─── Recorded data ───
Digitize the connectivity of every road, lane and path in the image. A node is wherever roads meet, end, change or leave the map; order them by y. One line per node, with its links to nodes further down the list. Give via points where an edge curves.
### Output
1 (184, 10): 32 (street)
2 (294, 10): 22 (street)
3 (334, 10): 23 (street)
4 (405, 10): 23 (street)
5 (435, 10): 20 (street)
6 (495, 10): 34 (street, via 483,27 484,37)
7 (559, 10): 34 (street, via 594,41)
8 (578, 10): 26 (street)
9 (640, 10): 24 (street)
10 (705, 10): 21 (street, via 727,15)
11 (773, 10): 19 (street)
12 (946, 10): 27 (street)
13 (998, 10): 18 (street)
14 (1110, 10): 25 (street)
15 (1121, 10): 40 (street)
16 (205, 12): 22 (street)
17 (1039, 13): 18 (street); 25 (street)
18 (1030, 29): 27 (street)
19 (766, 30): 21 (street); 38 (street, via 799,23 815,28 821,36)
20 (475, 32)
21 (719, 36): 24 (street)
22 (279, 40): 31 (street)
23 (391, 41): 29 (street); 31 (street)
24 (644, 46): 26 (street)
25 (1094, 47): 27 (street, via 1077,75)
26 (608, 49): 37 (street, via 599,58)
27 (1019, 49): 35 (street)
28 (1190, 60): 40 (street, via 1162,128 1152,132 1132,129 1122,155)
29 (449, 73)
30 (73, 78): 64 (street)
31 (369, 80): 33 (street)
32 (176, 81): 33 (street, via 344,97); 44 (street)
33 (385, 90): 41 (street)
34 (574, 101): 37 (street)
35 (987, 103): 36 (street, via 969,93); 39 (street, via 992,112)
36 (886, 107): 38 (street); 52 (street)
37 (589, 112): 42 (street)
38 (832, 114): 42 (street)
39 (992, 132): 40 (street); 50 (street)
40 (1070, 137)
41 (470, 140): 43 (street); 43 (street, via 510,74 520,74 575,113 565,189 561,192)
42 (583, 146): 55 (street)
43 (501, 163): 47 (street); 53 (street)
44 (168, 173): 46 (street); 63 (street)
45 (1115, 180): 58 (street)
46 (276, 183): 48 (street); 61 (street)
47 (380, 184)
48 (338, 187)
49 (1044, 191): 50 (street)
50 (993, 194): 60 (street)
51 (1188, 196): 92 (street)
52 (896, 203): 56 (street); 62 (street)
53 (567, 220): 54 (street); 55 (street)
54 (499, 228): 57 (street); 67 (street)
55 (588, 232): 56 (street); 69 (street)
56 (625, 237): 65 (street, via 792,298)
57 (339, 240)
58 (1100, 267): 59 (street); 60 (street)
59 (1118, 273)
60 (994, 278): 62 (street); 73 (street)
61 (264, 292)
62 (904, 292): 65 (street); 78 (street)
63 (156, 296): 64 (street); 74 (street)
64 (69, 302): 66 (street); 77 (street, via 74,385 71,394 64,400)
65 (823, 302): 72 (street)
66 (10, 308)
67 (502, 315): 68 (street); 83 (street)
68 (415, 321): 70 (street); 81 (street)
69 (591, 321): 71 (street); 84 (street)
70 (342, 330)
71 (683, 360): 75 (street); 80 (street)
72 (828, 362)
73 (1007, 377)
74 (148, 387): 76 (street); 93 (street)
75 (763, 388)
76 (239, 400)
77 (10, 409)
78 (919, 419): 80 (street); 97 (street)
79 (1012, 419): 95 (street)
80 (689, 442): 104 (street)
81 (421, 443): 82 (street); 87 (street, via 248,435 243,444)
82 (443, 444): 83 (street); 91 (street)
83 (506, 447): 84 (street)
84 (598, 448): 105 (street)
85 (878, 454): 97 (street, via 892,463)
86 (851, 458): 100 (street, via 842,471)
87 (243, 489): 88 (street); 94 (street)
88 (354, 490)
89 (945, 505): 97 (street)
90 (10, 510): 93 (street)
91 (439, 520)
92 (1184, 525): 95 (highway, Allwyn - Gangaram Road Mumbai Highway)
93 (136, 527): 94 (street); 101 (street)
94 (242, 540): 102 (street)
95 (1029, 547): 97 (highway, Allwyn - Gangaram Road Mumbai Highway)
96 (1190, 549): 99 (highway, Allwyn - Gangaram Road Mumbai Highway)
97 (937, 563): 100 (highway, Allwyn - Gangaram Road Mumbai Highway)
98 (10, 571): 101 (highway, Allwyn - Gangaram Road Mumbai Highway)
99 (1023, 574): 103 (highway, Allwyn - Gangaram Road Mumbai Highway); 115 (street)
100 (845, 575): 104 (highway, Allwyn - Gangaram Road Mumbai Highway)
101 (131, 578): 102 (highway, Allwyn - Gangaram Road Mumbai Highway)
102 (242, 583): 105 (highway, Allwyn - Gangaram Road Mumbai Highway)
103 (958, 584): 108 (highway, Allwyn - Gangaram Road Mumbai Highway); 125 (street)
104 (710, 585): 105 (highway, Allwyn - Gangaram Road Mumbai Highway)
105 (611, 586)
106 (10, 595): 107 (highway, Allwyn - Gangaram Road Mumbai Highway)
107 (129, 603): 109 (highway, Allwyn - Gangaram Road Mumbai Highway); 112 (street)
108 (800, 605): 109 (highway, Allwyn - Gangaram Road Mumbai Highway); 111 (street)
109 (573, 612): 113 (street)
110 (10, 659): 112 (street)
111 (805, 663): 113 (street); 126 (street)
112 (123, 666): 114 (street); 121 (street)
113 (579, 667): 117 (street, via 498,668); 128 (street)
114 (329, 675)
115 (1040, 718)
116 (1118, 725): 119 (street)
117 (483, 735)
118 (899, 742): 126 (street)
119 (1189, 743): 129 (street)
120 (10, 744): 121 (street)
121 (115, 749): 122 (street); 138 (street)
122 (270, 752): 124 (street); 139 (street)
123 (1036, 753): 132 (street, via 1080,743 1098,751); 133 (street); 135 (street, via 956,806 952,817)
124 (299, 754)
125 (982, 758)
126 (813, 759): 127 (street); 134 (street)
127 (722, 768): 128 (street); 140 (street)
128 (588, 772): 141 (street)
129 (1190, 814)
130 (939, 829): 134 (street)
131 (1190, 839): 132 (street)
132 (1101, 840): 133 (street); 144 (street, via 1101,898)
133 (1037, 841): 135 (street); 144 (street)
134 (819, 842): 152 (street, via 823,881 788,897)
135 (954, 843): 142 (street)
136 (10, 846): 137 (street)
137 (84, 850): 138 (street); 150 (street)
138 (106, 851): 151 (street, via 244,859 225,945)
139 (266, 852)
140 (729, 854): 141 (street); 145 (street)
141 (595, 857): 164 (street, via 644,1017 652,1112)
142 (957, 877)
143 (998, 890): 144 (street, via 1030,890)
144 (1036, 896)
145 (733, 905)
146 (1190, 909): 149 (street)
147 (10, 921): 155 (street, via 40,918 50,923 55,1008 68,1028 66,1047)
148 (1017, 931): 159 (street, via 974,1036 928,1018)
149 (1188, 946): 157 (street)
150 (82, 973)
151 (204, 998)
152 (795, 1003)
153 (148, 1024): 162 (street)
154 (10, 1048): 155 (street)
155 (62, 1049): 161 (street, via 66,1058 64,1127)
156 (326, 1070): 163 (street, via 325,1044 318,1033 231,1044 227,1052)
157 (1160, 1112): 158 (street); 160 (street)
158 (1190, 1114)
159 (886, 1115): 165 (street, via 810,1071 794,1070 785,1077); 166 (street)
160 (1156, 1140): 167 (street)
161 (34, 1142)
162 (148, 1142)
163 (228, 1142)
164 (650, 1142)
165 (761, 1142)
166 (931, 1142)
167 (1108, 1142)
───
> _Exercise_: In this exercise, reproduce each line above exactly.

> _Response area_:
Digitize the connectivity of every road, lane and path in the image. A node is wherever roads meet, end, change or leave the map; order them by y. One line per node, with its links to nodes further down the list. Give via points where an edge curves.
### Output
1 (184, 10): 32 (street)
2 (294, 10): 22 (street)
3 (334, 10): 23 (street)
4 (405, 10): 23 (street)
5 (435, 10): 20 (street)
6 (495, 10): 34 (street, via 483,27 484,37)
7 (559, 10): 34 (street, via 594,41)
8 (578, 10): 26 (street)
9 (640, 10): 24 (street)
10 (705, 10): 21 (street, via 727,15)
11 (773, 10): 19 (street)
12 (946, 10): 27 (street)
13 (998, 10): 18 (street)
14 (1110, 10): 25 (street)
15 (1121, 10): 40 (street)
16 (205, 12): 22 (street)
17 (1039, 13): 18 (street); 25 (street)
18 (1030, 29): 27 (street)
19 (766, 30): 21 (street); 38 (street, via 799,23 815,28 821,36)
20 (475, 32)
21 (719, 36): 24 (street)
22 (279, 40): 31 (street)
23 (391, 41): 29 (street); 31 (street)
24 (644, 46): 26 (street)
25 (1094, 47): 27 (street, via 1077,75)
26 (608, 49): 37 (street, via 599,58)
27 (1019, 49): 35 (street)
28 (1190, 60): 40 (street, via 1162,128 1152,132 1132,129 1122,155)
29 (449, 73)
30 (73, 78): 64 (street)
31 (369, 80): 33 (street)
32 (176, 81): 33 (street, via 344,97); 44 (street)
33 (385, 90): 41 (street)
34 (574, 101): 37 (street)
35 (987, 103): 36 (street, via 969,93); 39 (street, via 992,112)
36 (886, 107): 38 (street); 52 (street)
37 (589, 112): 42 (street)
38 (832, 114): 42 (street)
39 (992, 132): 40 (street); 50 (street)
40 (1070, 137)
41 (470, 140): 43 (street); 43 (street, via 510,74 520,74 575,113 565,189 561,192)
42 (583, 146): 55 (street)
43 (501, 163): 47 (street); 53 (street)
44 (168, 173): 46 (street); 63 (street)
45 (1115, 180): 58 (street)
46 (276, 183): 48 (street); 61 (street)
47 (380, 184)
48 (338, 187)
49 (1044, 191): 50 (street)
50 (993, 194): 60 (street)
51 (1188, 196): 92 (street)
52 (896, 203): 56 (street); 62 (street)
53 (567, 220): 54 (street); 55 (street)
54 (499, 228): 57 (street); 67 (street)
55 (588, 232): 56 (street); 69 (street)
56 (625, 237): 65 (street, via 792,298)
57 (339, 240)
58 (1100, 267): 59 (street); 60 (street)
59 (1118, 273)
60 (994, 278): 62 (street); 73 (street)
61 (264, 292)
62 (904, 292): 65 (street); 78 (street)
63 (156, 296): 64 (street); 74 (street)
64 (69, 302): 66 (street); 77 (street, via 74,385 71,394 64,400)
65 (823, 302): 72 (street)
66 (10, 308)
67 (502, 315): 68 (street); 83 (street)
68 (415, 321): 70 (street); 81 (street)
69 (591, 321): 71 (street); 84 (street)
70 (342, 330)
71 (683, 360): 75 (street); 80 (street)
72 (828, 362)
73 (1007, 377)
74 (148, 387): 76 (street); 93 (street)
75 (763, 388)
76 (239, 400)
77 (10, 409)
78 (919, 419): 80 (street); 97 (street)
79 (1012, 419): 95 (street)
80 (689, 442): 104 (street)
81 (421, 443): 82 (street); 87 (street, via 248,435 243,444)
82 (443, 444): 83 (street); 91 (street)
83 (506, 447): 84 (street)
84 (598, 448): 105 (street)
85 (878, 454): 97 (street, via 892,463)
86 (851, 458): 100 (street, via 842,471)
87 (243, 489): 88 (street); 94 (street)
88 (354, 490)
89 (945, 505): 97 (street)
90 (10, 510): 93 (street)
91 (439, 520)
92 (1184, 525): 95 (highway, Allwyn - Gangaram Road Mumbai Highway)
93 (136, 527): 94 (street); 101 (street)
94 (242, 540): 102 (street)
95 (1029, 547): 97 (highway, Allwyn - Gangaram Road Mumbai Highway)
96 (1190, 549): 99 (highway, Allwyn - Gangaram Road Mumbai Highway)
97 (937, 563): 100 (highway, Allwyn - Gangaram Road Mumbai Highway)
98 (10, 571): 101 (highway, Allwyn - Gangaram Road Mumbai Highway)
99 (1023, 574): 103 (highway, Allwyn - Gangaram Road Mumbai Highway); 115 (street)
100 (845, 575): 104 (highway, Allwyn - Gangaram Road Mumbai Highway)
101 (131, 578): 102 (highway, Allwyn - Gangaram Road Mumbai Highway)
102 (242, 583): 105 (highway, Allwyn - Gangaram Road Mumbai Highway)
103 (958, 584): 108 (highway, Allwyn - Gangaram Road Mumbai Highway); 125 (street)
104 (710, 585): 105 (highway, Allwyn - Gangaram Road Mumbai Highway)
105 (611, 586)
106 (10, 595): 107 (highway, Allwyn - Gangaram Road Mumbai Highway)
107 (129, 603): 109 (highway, Allwyn - Gangaram Road Mumbai Highway); 112 (street)
108 (800, 605): 109 (highway, Allwyn - Gangaram Road Mumbai Highway); 111 (street)
109 (573, 612): 113 (street)
110 (10, 659): 112 (street)
111 (805, 663): 113 (street); 126 (street)
112 (123, 666): 114 (street); 121 (street)
113 (579, 667): 117 (street, via 498,668); 128 (street)
114 (329, 675)
115 (1040, 718)
116 (1118, 725): 119 (street)
117 (483, 735)
118 (899, 742): 126 (street)
119 (1189, 743): 129 (street)
120 (10, 744): 121 (street)
121 (115, 749): 122 (street); 138 (street)
122 (270, 752): 124 (street); 139 (street)
123 (1036, 753): 132 (street, via 1080,743 1098,751); 133 (street); 135 (street, via 956,806 952,817)
124 (299, 754)
125 (982, 758)
126 (813, 759): 127 (street); 134 (street)
127 (722, 768): 128 (street); 140 (street)
128 (588, 772): 141 (street)
129 (1190, 814)
130 (939, 829): 134 (street)
131 (1190, 839): 132 (street)
132 (1101, 840): 133 (street); 144 (street, via 1101,898)
133 (1037, 841): 135 (street); 144 (street)
134 (819, 842): 152 (street, via 823,881 788,897)
135 (954, 843): 142 (street)
136 (10, 846): 137 (street)
137 (84, 850): 138 (street); 150 (street)
138 (106, 851): 151 (street, via 244,859 225,945)
139 (266, 852)
140 (729, 854): 141 (street); 145 (street)
141 (595, 857): 164 (street, via 644,1017 652,1112)
142 (957, 877)
143 (998, 890): 144 (street, via 1030,890)
144 (1036, 896)
145 (733, 905)
146 (1190, 909): 149 (street)
147 (10, 921): 155 (street, via 40,918 50,923 55,1008 68,1028 66,1047)
148 (1017, 931): 159 (street, via 974,1036 928,1018)
149 (1188, 946): 157 (street)
150 (82, 973)
151 (204, 998)
152 (795, 1003)
153 (148, 1024): 162 (street)
154 (10, 1048): 155 (street)
155 (62, 1049): 161 (street, via 66,1058 64,1127)
156 (326, 1070): 163 (street, via 325,1044 318,1033 231,1044 227,1052)
157 (1160, 1112): 158 (street); 160 (street)
158 (1190, 1114)
159 (886, 1115): 165 (street, via 810,1071 794,1070 785,1077); 166 (street)
160 (1156, 1140): 167 (street)
161 (34, 1142)
162 (148, 1142)
163 (228, 1142)
164 (650, 1142)
165 (761, 1142)
166 (931, 1142)
167 (1108, 1142)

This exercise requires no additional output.